I didn’t quite know what to expect from my internship in Buenos Aires. I chose the organization I was to work with—Ashoka Public Innovators— because I loved its vision which, simply put, professes that every individual can be a ‘changemaker.’ But I knew that interning at such a large, global organization meant that I would probably forfeit the opportunity to be on the front lines, to manage and do projects that were of my own creation. I expected to be doing what most interns do: brew the coffee, fill in the databases, and attend to all the little to-do’s the supervisor just isn’t able to get to. But I was wrong.
While Ashoka is large and expansive with offices all around the world, its office in Argentina, as the director told me on my first day, is ‘bien chicatita’ (really small), serving as a workspace for, on a good day, just 4 to 5 people. On the one hand it’s smallness meant that I would come to know my coworkers incredibly well, often joining them for hours long lunches each day. Our meals would be ones that were elaborately laid out on the kitchen table that sat right there in the very middle of the office’s reception area. Our conversations on politics andculture, America and Argentina would span for hours and would follow us throughout the day until we would catch up again, be it at teatime or when we bid each other goodbye at the end of each workday. These conversations soon became the lifeblood of my experience, the primary medium through which I came to understand Argentina and her people.
But Ashoka’s smallness could also be intimidating at times. It was made clear to me on my first day that I was not to be some lowly intern. I was to be a part of the team. I was a coworker and my supervisor—who insisted that she was not in fact my supervisor but my co-collaborator—would cringe when I would say: “What would you prefer? What do you think?” “No, nosotras (we)” she would correct me, wagging her finger and reminding me once more that our decisions were to be made not apart but together and that our relationship was not vertical but horizontal.

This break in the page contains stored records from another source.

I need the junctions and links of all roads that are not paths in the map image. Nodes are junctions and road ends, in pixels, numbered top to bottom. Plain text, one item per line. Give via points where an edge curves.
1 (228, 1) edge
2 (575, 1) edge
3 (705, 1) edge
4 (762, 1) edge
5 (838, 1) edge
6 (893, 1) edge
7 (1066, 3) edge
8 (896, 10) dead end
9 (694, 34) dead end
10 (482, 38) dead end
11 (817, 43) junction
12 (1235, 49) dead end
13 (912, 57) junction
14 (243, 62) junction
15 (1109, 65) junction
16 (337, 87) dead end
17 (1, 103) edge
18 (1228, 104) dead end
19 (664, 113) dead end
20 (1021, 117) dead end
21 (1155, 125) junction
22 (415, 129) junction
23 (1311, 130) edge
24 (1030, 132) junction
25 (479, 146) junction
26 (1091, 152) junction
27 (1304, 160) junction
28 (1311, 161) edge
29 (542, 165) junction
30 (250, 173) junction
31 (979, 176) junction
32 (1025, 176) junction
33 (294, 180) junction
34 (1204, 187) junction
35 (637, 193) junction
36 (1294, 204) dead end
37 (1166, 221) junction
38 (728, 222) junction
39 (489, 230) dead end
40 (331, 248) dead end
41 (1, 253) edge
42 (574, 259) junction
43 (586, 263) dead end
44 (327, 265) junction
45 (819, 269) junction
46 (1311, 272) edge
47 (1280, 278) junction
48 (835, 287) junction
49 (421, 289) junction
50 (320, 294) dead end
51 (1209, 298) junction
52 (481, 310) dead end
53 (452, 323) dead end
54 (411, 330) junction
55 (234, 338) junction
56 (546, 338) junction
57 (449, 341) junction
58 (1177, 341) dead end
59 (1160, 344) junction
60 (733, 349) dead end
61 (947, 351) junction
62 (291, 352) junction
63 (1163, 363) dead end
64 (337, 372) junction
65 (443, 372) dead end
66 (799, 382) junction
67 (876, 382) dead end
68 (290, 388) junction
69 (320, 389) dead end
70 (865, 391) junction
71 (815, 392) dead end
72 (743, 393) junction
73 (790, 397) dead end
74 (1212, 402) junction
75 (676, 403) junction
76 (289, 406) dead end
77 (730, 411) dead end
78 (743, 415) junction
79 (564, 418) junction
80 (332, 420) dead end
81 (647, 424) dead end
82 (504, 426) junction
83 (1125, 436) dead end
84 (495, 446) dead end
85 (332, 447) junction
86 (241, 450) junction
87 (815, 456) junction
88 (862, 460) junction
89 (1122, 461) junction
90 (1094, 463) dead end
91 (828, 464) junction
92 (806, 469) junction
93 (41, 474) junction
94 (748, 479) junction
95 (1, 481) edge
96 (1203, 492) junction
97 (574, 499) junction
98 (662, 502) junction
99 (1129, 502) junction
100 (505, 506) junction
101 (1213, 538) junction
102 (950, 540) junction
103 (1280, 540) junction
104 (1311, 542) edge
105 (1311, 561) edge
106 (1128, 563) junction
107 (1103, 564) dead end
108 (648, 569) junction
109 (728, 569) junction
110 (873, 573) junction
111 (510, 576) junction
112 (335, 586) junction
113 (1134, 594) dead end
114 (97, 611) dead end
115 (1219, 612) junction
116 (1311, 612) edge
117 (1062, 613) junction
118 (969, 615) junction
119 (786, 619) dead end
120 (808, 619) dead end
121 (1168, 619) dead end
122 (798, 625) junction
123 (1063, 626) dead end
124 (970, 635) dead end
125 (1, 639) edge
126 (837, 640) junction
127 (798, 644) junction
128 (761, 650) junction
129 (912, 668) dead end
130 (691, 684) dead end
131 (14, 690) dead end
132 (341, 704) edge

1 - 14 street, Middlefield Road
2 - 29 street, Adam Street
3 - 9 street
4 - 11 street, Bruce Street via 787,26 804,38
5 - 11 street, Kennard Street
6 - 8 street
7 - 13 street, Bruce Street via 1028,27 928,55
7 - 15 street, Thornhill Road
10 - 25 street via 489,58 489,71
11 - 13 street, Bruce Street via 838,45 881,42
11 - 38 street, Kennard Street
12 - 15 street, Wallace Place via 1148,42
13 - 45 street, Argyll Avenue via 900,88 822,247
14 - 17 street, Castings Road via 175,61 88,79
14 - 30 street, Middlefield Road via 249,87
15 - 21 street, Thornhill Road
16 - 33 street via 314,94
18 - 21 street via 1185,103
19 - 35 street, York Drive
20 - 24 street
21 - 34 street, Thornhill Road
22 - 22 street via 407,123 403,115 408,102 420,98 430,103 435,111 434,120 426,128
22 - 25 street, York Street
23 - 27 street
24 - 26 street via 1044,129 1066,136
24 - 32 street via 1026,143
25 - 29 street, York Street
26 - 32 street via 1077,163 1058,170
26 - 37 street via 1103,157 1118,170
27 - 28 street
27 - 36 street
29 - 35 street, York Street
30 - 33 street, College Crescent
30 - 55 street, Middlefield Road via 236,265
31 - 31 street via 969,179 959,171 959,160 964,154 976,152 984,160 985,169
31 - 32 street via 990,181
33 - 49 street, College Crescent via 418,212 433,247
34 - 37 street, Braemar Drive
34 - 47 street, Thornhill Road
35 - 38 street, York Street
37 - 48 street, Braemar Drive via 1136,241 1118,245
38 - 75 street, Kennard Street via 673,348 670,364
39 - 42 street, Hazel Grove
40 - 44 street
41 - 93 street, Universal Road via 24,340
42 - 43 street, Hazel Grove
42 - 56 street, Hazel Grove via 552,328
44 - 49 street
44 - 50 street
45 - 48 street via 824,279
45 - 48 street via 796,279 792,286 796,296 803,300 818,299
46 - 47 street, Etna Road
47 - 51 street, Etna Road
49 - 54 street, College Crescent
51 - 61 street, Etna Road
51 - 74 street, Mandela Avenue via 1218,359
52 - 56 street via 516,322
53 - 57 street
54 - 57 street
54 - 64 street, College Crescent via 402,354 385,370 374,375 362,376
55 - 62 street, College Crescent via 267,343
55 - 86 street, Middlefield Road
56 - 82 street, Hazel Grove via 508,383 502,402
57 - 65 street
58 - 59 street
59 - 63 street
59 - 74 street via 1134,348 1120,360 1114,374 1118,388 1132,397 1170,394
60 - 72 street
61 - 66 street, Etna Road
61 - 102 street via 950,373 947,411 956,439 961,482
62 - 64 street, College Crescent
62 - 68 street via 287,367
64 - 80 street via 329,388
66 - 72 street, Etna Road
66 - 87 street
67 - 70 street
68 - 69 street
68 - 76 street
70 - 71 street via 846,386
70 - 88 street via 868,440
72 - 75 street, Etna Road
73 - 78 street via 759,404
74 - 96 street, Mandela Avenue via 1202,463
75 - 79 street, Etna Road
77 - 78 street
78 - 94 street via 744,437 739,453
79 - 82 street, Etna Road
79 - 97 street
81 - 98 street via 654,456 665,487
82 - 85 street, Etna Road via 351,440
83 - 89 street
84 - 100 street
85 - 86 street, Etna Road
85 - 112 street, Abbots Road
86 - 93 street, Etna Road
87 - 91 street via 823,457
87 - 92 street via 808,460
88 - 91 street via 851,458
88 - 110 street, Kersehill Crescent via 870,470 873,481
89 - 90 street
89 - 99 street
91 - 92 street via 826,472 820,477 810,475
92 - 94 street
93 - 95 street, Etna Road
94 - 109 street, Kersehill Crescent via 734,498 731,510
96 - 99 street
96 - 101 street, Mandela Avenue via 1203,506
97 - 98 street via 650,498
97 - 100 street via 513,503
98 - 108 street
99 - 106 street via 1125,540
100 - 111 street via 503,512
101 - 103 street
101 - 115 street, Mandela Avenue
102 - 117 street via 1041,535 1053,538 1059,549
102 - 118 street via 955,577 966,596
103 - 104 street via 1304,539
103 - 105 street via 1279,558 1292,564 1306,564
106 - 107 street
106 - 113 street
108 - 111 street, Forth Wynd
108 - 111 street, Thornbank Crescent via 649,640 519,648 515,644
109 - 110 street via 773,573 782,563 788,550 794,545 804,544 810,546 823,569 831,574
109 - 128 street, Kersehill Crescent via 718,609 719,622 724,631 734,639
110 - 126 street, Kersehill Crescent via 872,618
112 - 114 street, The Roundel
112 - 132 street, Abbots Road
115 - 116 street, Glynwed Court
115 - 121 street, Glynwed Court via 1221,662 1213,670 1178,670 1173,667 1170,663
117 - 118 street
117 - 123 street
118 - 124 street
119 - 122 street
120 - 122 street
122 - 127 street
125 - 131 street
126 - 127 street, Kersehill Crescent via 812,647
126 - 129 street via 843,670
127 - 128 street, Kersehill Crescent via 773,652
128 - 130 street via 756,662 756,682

And of course, then there was this obvious challenge: I was to do all of my work in Spanish, a language that I loved but that was clearly not my own. It was a language that I was still trying on and tailoring to fit the English version of me that everyone else in my life knew so well. At the beginning, the Spanish Inesha was visibly scared, a bit slow, and had absolutely no personality. She stumbled. She misspoke. She corrected herself. She was fluent in word but not fluent in confidence, the latter wavering each day as she acclimated to a new city, a new office, and a new way of doing everything from making coffee to saying hello (which required kissing not shaking hands.) But the Spanish Inesha soon learned to navigate her way around the office, the streets, and the big open space in her mind between America and Argentina.
The first day I arrived in the office, my coworker gave me the passwords and usernames for all the major social media accounts and databases she took care of and tasked me with essentially rearming the program’s entire communications strategy. An undergraduate straight out of her first year of college who was anything but sure of herself in this new environment, I was intimidated to say the least. I knew I had signed up for more than I had expected and, in retrospect, that was probably the best thing I did. For it meant that I would have to learn quickly, stretching both mind and muscle to adapt to my first workplace environment.
Being the person behind the megaphone—the person, that is, who does the updating and contacting with young social entrepreneurs new and old via modes of communication that range from single word tweets to emails to carefully thought-out blog posts—is not exactly who I expected to be. But it is who I became. The words I chose, the messages I ‘framed,’ and the promotional materials I created were used to attract new entrepreneurs and inform them of Ashoka’s services. It still amazes me that when young people discover Ashoka Argentina, they will do so most probably through the mediums I helped create and design, from the website to the Facebook page to the prezi presentation we pulled together. I, the intern who was still learning how to ‘argentizar’ her Spanish, was the conduit connecting the youth of Argentina to Ashoka.
And as more and more of my words—my posts and tweets, Facebook messages and announcements—were shared with Argentines near and far, I came to be more comfortable with a Spanish that I had never learned, in a context and setting that were not my own. You see the truth is, just as I was beginning an internship that had me flexing all of my communication skills, I myself felt as if I was losing my voice. At the beginning of my internship, I would sit around that lunch table confused and scared, feigning comprehension of slang and words that would ricochet around the table like time bombs I had to unpack before they exploded. It was uncomfortable. But with each conversation, I learned the magic of stepping outside your comfort zone and surrounding yourself with that which is entirely foreign to you. I found that your voice doesn’t necessarily always come fromwithin you; sometimes it comes from the things outside your window, the things that speak to you. And in a way, it was during my time in Buenos Aires, amidst all the new and unknown, that I felt that voice speaking to me most clearly, asking me, what do you want to do? And as I started to answer that question, I ceased to just have conversations with Argentines. I started to have a very real conversation with myself as well, a conversation that in the oft-consuming world that is college will give me the clarity of mind and confidence of will to really listen to myself and do what I want to do.